[PROVIDED ENTRIES]

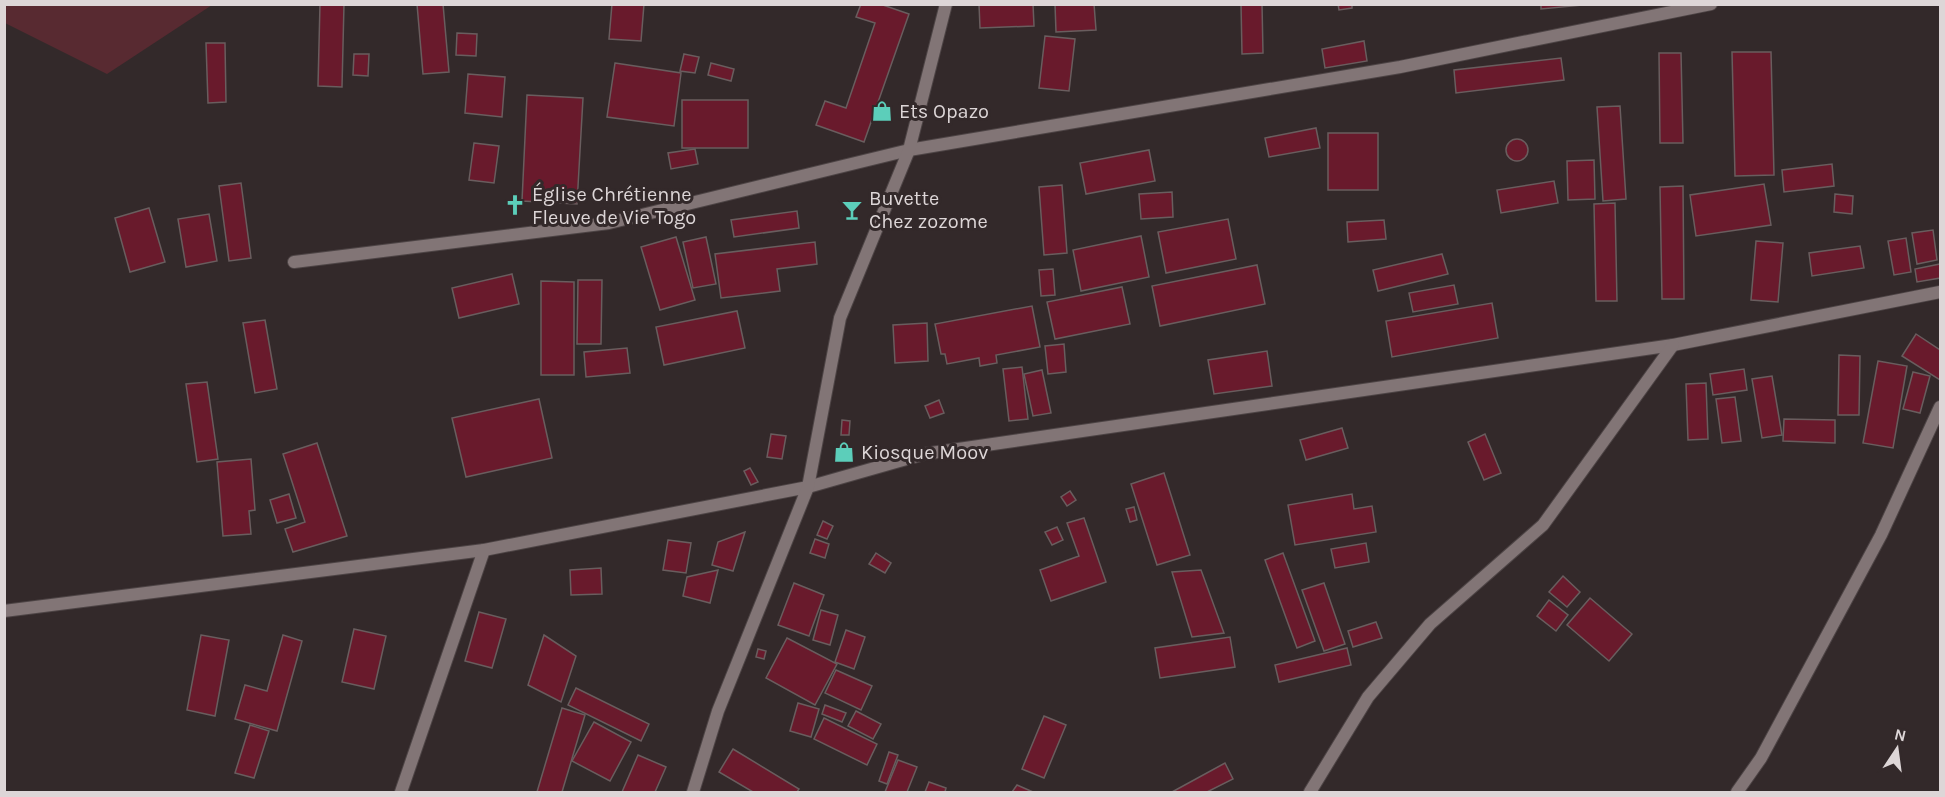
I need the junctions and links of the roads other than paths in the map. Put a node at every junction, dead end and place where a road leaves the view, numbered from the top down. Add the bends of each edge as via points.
1 (946, 4) edge
2 (1711, 4) edge
3 (909, 150) junction
4 (294, 262) dead end
5 (1941, 292) edge
6 (1673, 345) junction
7 (1941, 407) edge
8 (808, 487) junction
9 (484, 550) junction
10 (4, 611) edge
11 (401, 792) edge
12 (693, 792) edge
13 (1310, 792) edge
14 (1737, 792) edge

1 - 3 street
2 - 3 street via 1400,67
3 - 4 street via 609,223
3 - 8 street via 840,318
5 - 6 street
6 - 8 street via 924,454
6 - 13 street via 1543,525 1430,624 1368,697
7 - 14 street via 1881,535 1761,758
8 - 9 street
8 - 12 street via 718,711
9 - 10 street
9 - 11 street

[/PROVIDED ENTRIES]

Strip out the images, then output the records above word for word.

• RESPONSE AREA:
I need the junctions and links of the roads other than paths in the map. Put a node at every junction, dead end and place where a road leaves the view, numbered from the top down. Add the bends of each edge as via points.
1 (946, 4) edge
2 (1711, 4) edge
3 (909, 150) junction
4 (294, 262) dead end
5 (1941, 292) edge
6 (1673, 345) junction
7 (1941, 407) edge
8 (808, 487) junction
9 (484, 550) junction
10 (4, 611) edge
11 (401, 792) edge
12 (693, 792) edge
13 (1310, 792) edge
14 (1737, 792) edge

1 - 3 street
2 - 3 street via 1400,67
3 - 4 street via 609,223
3 - 8 street via 840,318
5 - 6 street
6 - 8 street via 924,454
6 - 13 street via 1543,525 1430,624 1368,697
7 - 14 street via 1881,535 1761,758
8 - 9 street
8 - 12 street via 718,711
9 - 10 street
9 - 11 street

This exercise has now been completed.